_SOURCE RECORDS:_
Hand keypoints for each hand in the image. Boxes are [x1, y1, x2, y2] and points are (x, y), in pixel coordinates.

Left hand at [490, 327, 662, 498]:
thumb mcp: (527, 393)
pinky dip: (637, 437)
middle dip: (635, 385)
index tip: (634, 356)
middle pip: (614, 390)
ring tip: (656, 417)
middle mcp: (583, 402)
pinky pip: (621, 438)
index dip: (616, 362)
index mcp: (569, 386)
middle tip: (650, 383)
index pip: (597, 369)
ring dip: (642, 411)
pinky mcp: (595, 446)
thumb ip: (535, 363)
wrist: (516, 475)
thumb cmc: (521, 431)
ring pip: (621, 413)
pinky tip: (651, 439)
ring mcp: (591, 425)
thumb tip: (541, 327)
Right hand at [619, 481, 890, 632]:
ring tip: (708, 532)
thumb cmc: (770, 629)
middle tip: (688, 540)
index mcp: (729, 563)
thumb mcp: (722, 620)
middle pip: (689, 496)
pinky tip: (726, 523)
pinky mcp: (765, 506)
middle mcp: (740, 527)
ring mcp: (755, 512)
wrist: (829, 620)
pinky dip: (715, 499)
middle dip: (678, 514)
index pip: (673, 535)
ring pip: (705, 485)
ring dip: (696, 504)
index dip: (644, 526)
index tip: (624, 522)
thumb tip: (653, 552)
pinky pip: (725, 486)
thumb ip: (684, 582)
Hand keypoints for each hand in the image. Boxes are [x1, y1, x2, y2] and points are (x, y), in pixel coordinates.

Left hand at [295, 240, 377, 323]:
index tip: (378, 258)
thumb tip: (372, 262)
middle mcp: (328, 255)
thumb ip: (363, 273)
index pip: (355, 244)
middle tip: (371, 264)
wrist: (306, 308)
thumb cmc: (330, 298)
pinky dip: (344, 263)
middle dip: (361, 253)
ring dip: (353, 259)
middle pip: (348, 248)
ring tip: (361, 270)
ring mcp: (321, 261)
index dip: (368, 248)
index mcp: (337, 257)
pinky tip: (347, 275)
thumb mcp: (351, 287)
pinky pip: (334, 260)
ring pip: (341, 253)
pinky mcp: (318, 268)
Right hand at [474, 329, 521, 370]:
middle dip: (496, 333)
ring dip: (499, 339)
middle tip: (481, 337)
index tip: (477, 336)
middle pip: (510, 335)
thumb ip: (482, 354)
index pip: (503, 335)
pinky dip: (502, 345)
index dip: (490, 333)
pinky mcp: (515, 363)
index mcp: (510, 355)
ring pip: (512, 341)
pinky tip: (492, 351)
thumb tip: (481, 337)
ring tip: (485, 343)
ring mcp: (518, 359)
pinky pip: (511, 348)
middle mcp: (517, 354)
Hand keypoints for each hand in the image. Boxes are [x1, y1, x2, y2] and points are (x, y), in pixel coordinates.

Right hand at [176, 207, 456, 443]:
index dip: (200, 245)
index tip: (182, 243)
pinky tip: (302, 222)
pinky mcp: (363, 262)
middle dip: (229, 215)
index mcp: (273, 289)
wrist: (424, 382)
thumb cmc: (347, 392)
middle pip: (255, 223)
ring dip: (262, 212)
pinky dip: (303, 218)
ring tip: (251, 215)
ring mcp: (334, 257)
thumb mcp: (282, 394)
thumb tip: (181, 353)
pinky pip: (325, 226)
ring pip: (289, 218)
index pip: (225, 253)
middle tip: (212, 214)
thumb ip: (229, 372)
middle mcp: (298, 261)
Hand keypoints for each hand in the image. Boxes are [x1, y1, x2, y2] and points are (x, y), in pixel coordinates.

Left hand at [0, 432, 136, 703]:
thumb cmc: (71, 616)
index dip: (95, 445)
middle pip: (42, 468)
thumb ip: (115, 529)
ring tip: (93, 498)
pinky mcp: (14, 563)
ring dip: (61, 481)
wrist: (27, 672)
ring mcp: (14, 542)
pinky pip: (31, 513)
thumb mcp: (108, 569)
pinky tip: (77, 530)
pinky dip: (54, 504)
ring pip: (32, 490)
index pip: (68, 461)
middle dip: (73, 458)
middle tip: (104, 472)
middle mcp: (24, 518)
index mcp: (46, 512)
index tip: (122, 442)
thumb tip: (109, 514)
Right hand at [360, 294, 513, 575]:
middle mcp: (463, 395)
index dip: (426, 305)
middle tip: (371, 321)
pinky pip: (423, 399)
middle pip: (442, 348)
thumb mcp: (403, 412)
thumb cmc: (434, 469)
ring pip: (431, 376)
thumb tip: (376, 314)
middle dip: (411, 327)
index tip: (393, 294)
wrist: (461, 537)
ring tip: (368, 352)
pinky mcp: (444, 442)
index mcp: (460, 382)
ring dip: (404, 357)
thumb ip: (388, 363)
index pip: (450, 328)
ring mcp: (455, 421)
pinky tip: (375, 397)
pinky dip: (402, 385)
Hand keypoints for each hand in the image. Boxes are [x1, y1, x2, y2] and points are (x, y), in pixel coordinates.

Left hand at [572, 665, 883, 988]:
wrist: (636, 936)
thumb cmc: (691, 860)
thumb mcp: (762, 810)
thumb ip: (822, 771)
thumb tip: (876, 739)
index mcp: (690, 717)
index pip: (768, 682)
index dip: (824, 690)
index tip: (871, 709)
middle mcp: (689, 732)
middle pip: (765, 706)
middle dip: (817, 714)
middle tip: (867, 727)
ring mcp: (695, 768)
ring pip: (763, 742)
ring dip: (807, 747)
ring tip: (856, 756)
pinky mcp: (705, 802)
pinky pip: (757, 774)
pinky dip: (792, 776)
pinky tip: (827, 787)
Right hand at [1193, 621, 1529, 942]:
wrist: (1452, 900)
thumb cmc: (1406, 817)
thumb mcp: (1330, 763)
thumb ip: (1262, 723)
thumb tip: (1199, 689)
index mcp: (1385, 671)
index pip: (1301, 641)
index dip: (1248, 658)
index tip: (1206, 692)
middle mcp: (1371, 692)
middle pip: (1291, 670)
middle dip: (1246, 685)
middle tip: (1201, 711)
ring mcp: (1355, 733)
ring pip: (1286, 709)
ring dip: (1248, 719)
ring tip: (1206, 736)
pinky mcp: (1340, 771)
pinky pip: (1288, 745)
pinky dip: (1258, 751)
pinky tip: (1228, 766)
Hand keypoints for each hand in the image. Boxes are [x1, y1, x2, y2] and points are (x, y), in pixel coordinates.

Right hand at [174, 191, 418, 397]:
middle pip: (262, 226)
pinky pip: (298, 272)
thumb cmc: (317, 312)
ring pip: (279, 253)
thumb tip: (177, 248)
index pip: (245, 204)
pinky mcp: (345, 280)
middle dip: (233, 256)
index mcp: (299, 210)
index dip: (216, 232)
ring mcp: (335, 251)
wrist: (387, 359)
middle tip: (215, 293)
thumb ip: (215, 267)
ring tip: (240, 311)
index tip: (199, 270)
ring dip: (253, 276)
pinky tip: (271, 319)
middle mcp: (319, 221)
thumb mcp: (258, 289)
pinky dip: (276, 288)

_PROBLEM:_
Scan the listing above, and wherever a line holds the word "Right", copy it.

_EXERCISE RESPONSE:_
Right hand at [619, 481, 890, 632]:
Right hand at [474, 329, 521, 370]:
Right hand at [176, 207, 456, 443]:
Right hand at [360, 294, 513, 575]:
Right hand at [1193, 621, 1529, 942]:
Right hand at [174, 191, 418, 397]:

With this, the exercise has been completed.